Comme je ne peux m’enfuir à l’extérieur, je m’enfuis de l’intérieur. Je me trouve un coquillage dans ma cage pour m’y enfouir profondément. Au début, ils capotent, ils me cherchent partout autour de la cage. Ha! Tout un tour que je leur ai joué! Mais Lou, avec son astucieux sens de l’observation découvre ma cachette. Ouf! Ils sont incapables de m’y arracher. Je m’accroche et je m’étends dans mon nouvel appartement un peu plus vaste.

Après quelques jours, je commence à avoir faim, je m’ennuie des carottes et des caresses de Lou. Ils croient que je les boude et me « respectent » dans mon immobilisme. Ils ne réalisent pas que je suis coincé! Je ne peux plus sortir de mon habitacle même si je le veux. Au secours! Ils se décident enfin à m’en sortir en détruisant ma prison à coups de pince. Je retrouve ma semi-liberté avec bonheur.

L’hiver arrive et Lou mon humain de compagnie prend toujours soin de moi, son Mignon. Il me laisse suffisamment tranquille pour vivre ma vie d’escargot en paix. Un millimètre à la fois. C’est tout ce que je demande.

3 Commentaires

  1. Toute ressemblance avec la vraie vie n’est pas fortuite. Tous ses personnages sont inspirés de bestiole et de gens qui existent et tous ces faits sont véridiques bien que quelque peu romancés.

    Suite de https://lentonnoir.wordpress.com/2014/06/30/le-bonheur-est-dans-la-lenteur/

  2. J’aimerais bien que Lou laisse un commentaire lui aussi. Pour ma part, j’ai bien aimé « je m’enfuis de l’intérieur » et « mon humain de compagnie ». J’aime aussi le côté réincarnation d’un personnage que tu avais fait mourir. Les américains font ça aussi dans leurs séries. Bravo belle folle!
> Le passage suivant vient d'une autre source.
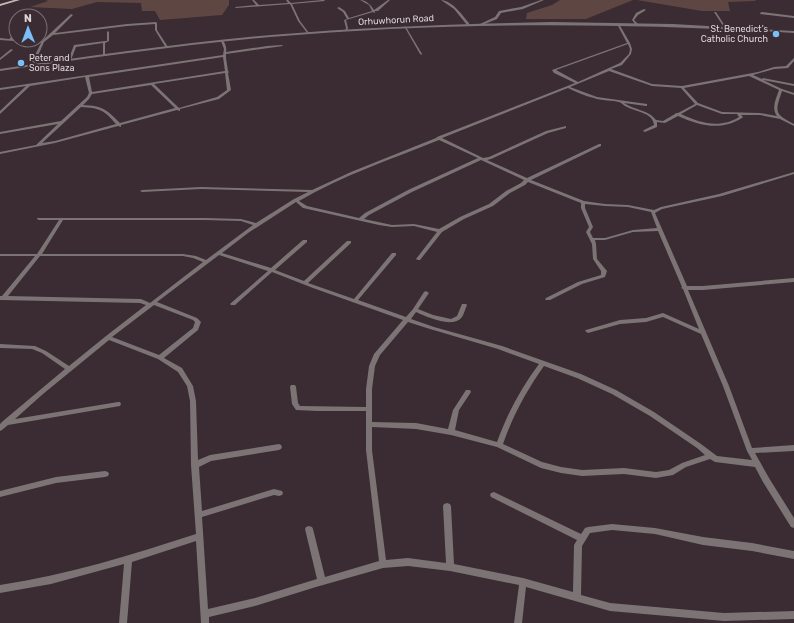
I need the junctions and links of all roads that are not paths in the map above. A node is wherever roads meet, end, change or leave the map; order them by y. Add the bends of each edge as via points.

    1. Merci chère maman, fidèle lectrice. J’attendais ton commentaire avec hâte. C’est qu’on s’y attache à tes encouragements depuis 45 ans. Ok je vais demander un commentaire de Lou mais il a fallu que je l’oblige un peu à écouter mon histoire car à priori ça ne l’intéressait pas bcp. Mais suite à mon histoire il s’est mis à s’occuper de son Mignon à nouveau qu’il avait un peu délaissé depuis quelques temps. Et puis après en allant dans la ruelle, j’ai trouvé dans un arbre juste en face de l’endroit où Lou avait trouvé Mignon, un Mini Mignon que j’ai baptisé moi-même puisque c’est moi sa marraine d’adoption qui l’a trouvé cette fois. (voir photo sur Facebook) Peut-être que Mignon est son vrai père après tout. Alors ils ont recommencés à nous fasciner. Oui j’aimais bien aussi l’expression « s’enfuir de l’intérieur » qui est venu tout seul par le fait même de sa véritable fuite dans un coquillage. J’ai une photo de cela aussi. Et « humain de cie » j’avoue que je pense avoir pris cette expression dans Les 101 dalmatiens.